Because they are often marketed as magic AIs, not as mere language models.
[0] https://bpspsychub.onlinelibrary.wiley.com/doi/10.1111/bjso....
the oss models are impressive but it's pretty clear how quickly they fall off when you try to use them outside of a narrow set of problems they benchmarked well on when compared to opus/5.5
From how they measure it, a model that simply answers "I don't know." to any prompt would be the one hallucinates the least. So it's not surprising at all that a smaller model can perform better.
a key method to help with hallucinations is to provide good sources when asking questions (context engineering / knowledge base)

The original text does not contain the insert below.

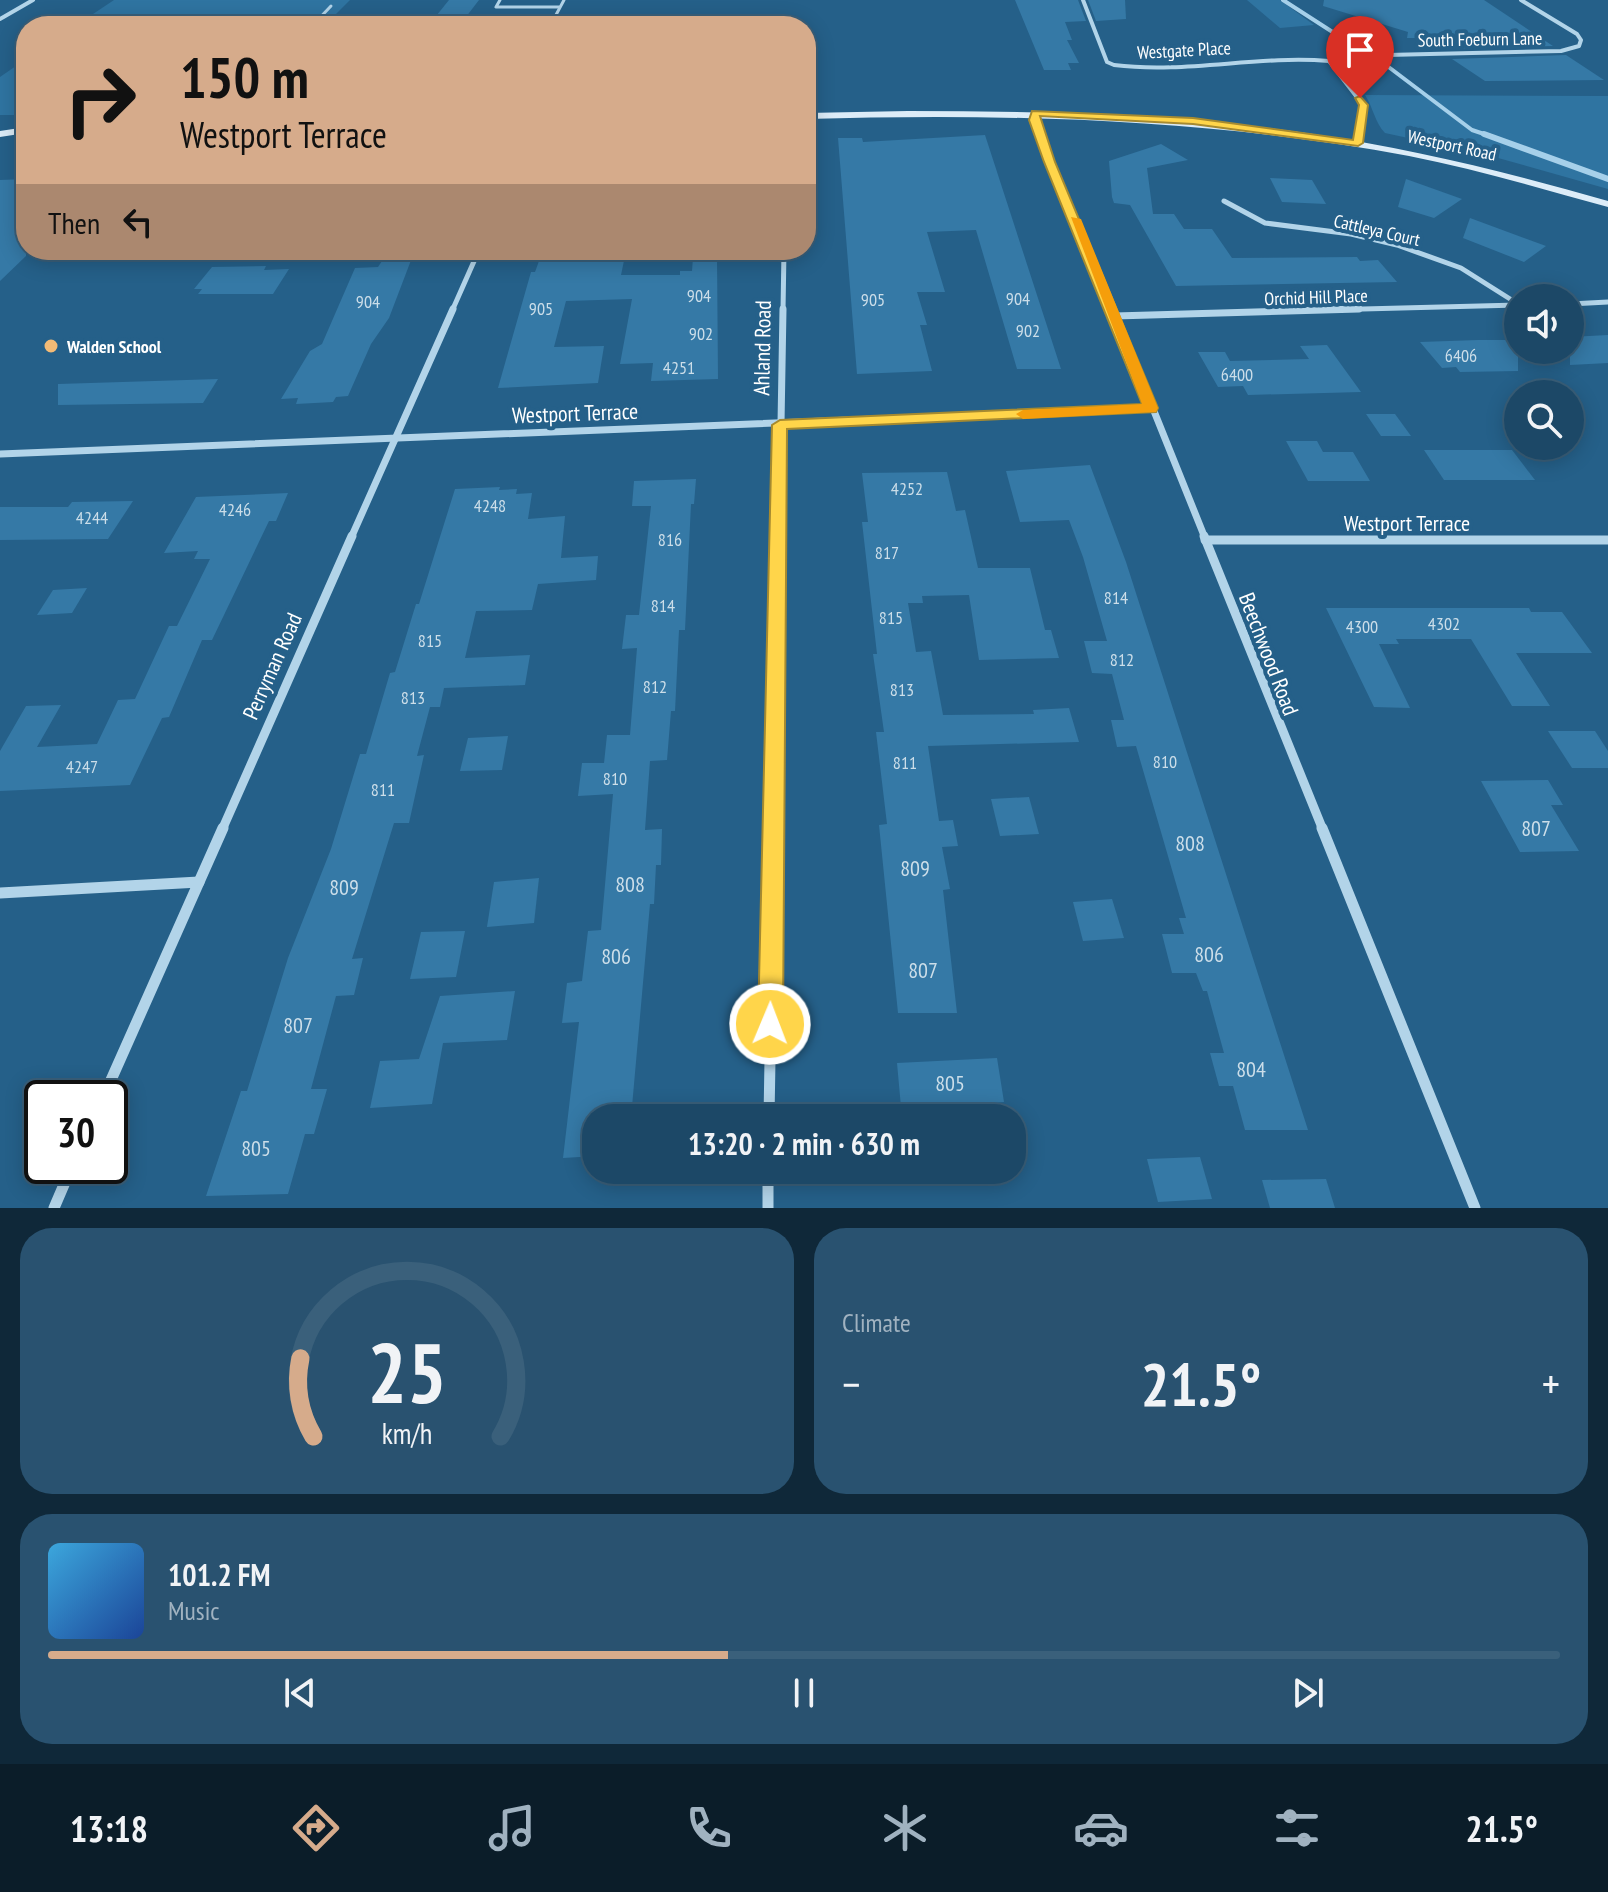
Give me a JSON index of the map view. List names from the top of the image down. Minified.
{"streets":{"main road":["Westport Road"],"street":["South Foeburn Lane","Westgate Place","Cattleya Court","Orchid Hill Place","Ahland Road","Westport Terrace","Beechwood Road","Perryman Road"]},"crossings":[["South Foeburn Lane","Westgate Place"],["Westport Road","Beechwood Road"],["Orchid Hill Place","Beechwood Road"],["Ahland Road","Westport Terrace"],["Westport Terrace","Beechwood Road"],["Westport Terrace","Perryman Road"]],"places":["Walden School"],"house_numbers":["904","904","905","904","905","902","902","6406","4251","6400","4252","4248","4246","4244","816","817","814","814","815","4302","4300","815","812","812","813","813","810","811","4247","810","811","807","808","809","808","809","806","806","807","807","804","805","805"],"page":{"turn":["150 m","Westport Terrace"],"then":"Then","limit":"30","trip":"13:20 · 2 min · 630 m","tile":"Climate","heat":["−","21.5°","+"],"song":["101.2 FM","Music"],"tabs":["13:18","21.5°"],"gauge":["25","km/h"]}}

N=1, but I disagree strongly. I'm writing a hard-science science fiction story, and the physics of it is at (and frankly, beyond) my skillset. The story's plot has had to change over a dozen times as I realized errors in my application of physics in the story.

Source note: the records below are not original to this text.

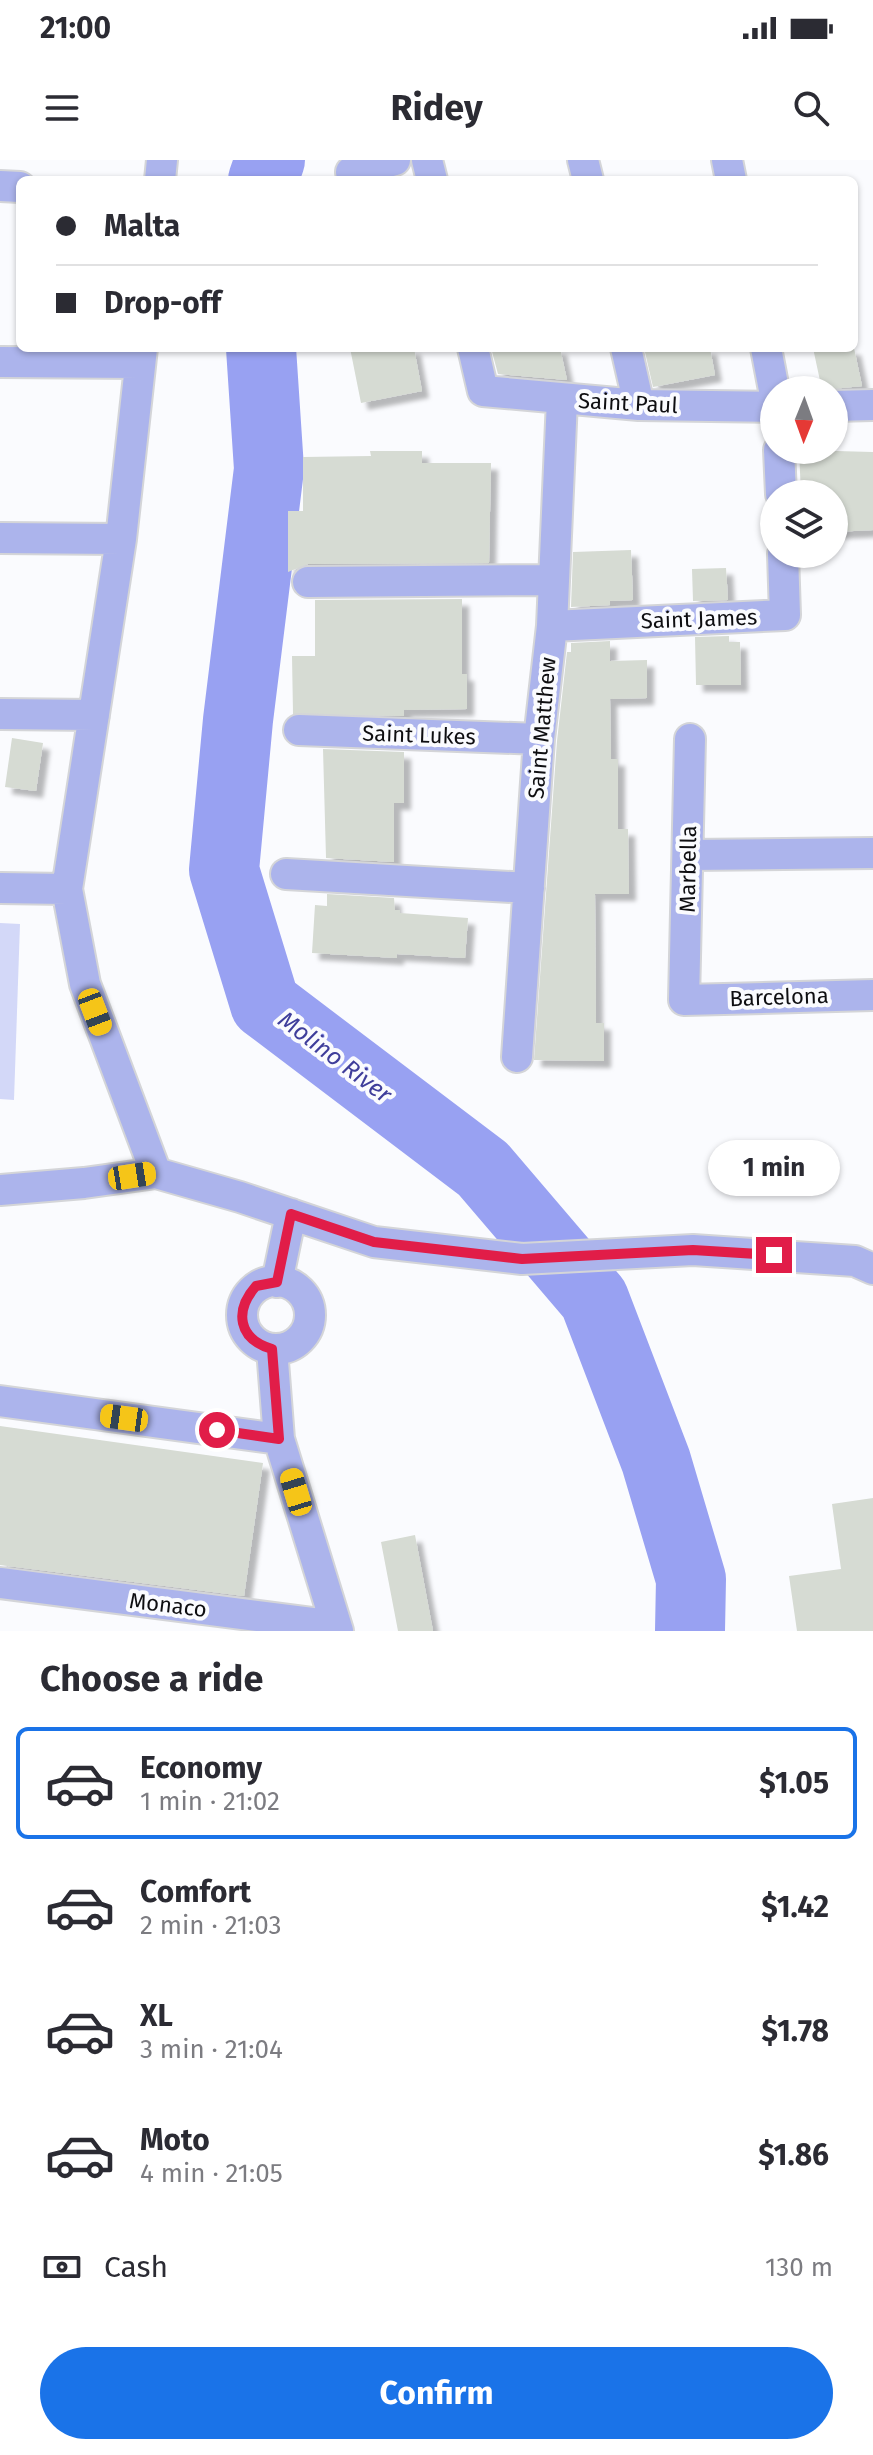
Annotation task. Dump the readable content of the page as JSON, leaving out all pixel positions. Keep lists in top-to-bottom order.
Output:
{
  "streets": {
    "street": [
      "Saint Paul",
      "Saint James",
      "Saint Matthew",
      "Saint Lukes",
      "Marbella",
      "Barcelona",
      "Monaco"
    ]
  },
  "crossings": [
    ["Saint Paul", "Saint Matthew"],
    ["Saint James", "Saint Matthew"],
    ["Saint Matthew", "Saint Lukes"],
    ["Marbella", "Barcelona"]
  ],
  "water": ["Molino River"],
  "north": "bottom",
  "page": {
    "status": "21:00",
    "header": "Ridey",
    "banner": ["Malta", "Drop-off"],
    "bubble": "1 min",
    "heading": "Choose a ride",
    "list": [
      {
        "name": "Economy",
        "note": "1 min · 21:02",
        "value": "$1.05"
      },
      {
        "name": "Comfort",
        "note": "2 min · 21:03",
        "value": "$1.42"
      },
      {
        "name": "XL",
        "note": "3 min · 21:04",
        "value": "$1.78"
      },
      {
        "name": "Moto",
        "note": "4 min · 21:05",
        "value": "$1.86"
      }
    ],
    "pay": ["Cash", "130 m"],
    "buttons": "Confirm"
  }
}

Throughout, I've been reviewing the physics with LLMs, mainly Gemini 3.1 Pro Preview, but also with Claude and OpenAI. Often I have the LLMs debate each other -- "My friend [another model] said XYZ about the physics, is that right or wrong?" In almost all cases, Gemini explains why the other models are wrong, and when I send its explanation to them, they concede it is right and they are wrong.
As I said, I did the above checks literally dozens of times as I wrote the story. And everything was dialed in: no further issues claimed by anyone, me or the LLMs.

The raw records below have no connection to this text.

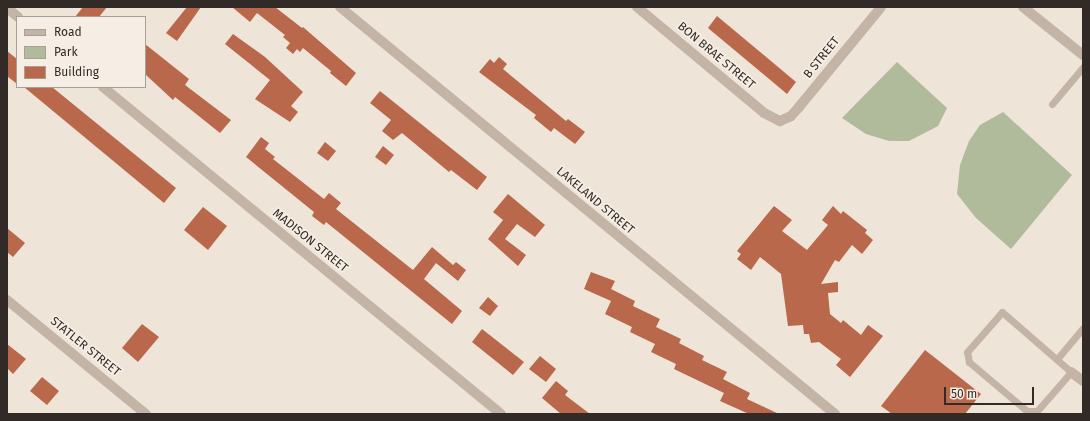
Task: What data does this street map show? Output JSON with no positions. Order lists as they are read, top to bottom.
{
  "streets": {
    "street": [
      "BON BRAE STREET",
      "B STREET",
      "LAKELAND STREET",
      "MADISON STREET",
      "STATLER STREET"
    ]
  },
  "crossings": [
    ["BON BRAE STREET", "B STREET"]
  ],
  "legend": ["Road", "Park", "Building"],
  "scale_bar": "50 m"
}
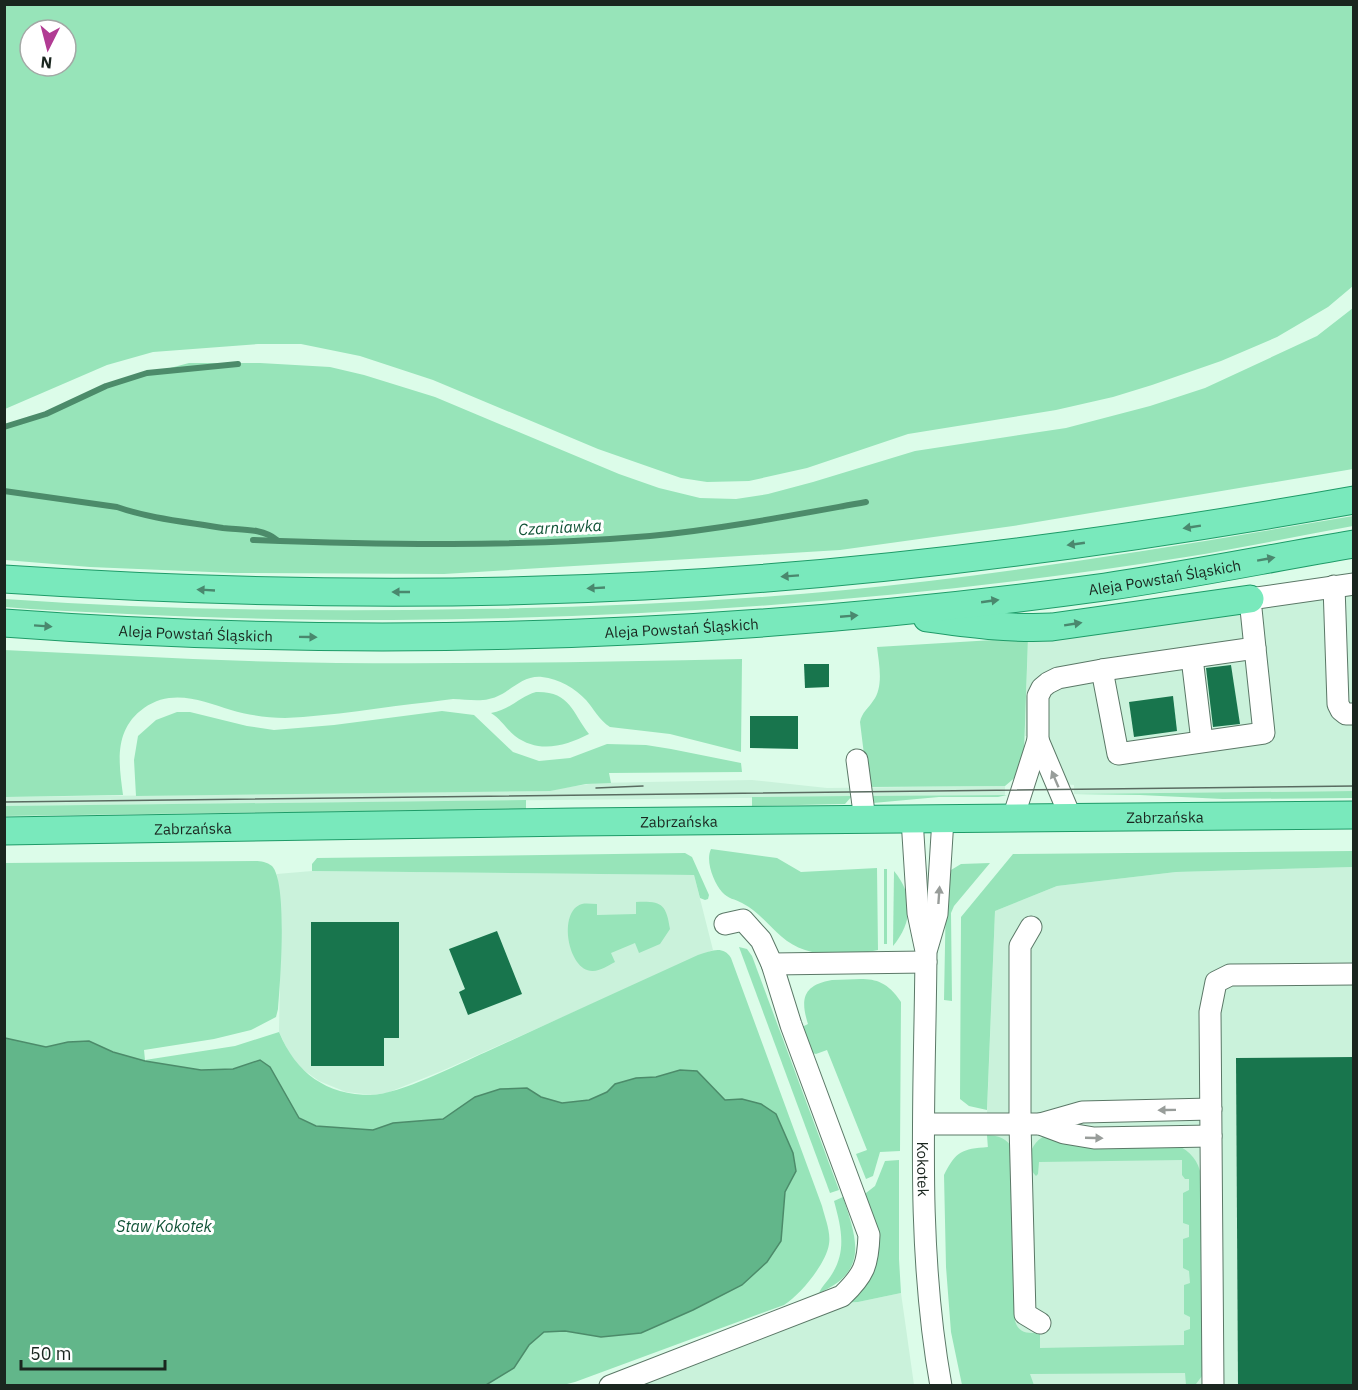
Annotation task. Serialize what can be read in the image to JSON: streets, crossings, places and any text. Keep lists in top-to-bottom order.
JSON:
{
  "streets": {
    "main road": ["Aleja Powstań Śląskich", "Zabrzańska"],
    "street": ["Kokotek"]
  },
  "crossings": [
    ["Zabrzańska", "Kokotek"]
  ],
  "water": ["Czarniawka", "Staw Kokotek"],
  "scale_bar": "50 m",
  "north": "bottom"
}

Not with Fable. I managed to get it to review the story while it was running, and it listed out something like ten issues: some minor, some general knowledge-based, and two that were impressive:
1. It pointed out where Gemini (and I, and other LLMs) had missed a , resulting in values about 152 times larger than they should have been. I sent that to Gemini and it fully conceded that it had been wrong all along. 2. It pointed out a simple inconsistency in the application of special relativity (I thought I had that at least dialed in, but no :-/ ) that affected a very specific plot point. The story is novella-length, about 28,000 words long, and this is a point that was mentioned in the first two pages, and then not again until the very last page. And it's obvious, once you realize it. And I missed it. Gemini missed it. Claude and ChatGPT missed it.
Only Fable found it. Again, N=1, but that was a remarkable run I got out of it in the couple days it was available.
Fable gave a description so deep that even I couldn't figure out what was going on and had to ask it to give me a simpler explanation.
In my case two people are making very-near-light-speed trips to a star 20-ish light years away. Originally, I had one leaving a month earlier and making the journey with a Lorentz factor of 40, while the protagonist takes the same trip at > 200.
The former experiences a trip of 6 months, the latter something like 25 days. And I wrote it as if that meant that the protagonist would get there months ahead. But both of them will take hours to a day over the time light takes, and the one who leaves a month earlier will get almost a month before.
That error sat in my manuscript for two months of back and forth with other models. Fable found it on the first go.
LMK if you want to trade manuscripts!
What about using two models, with a smaller model used for this kind of negative reasoning?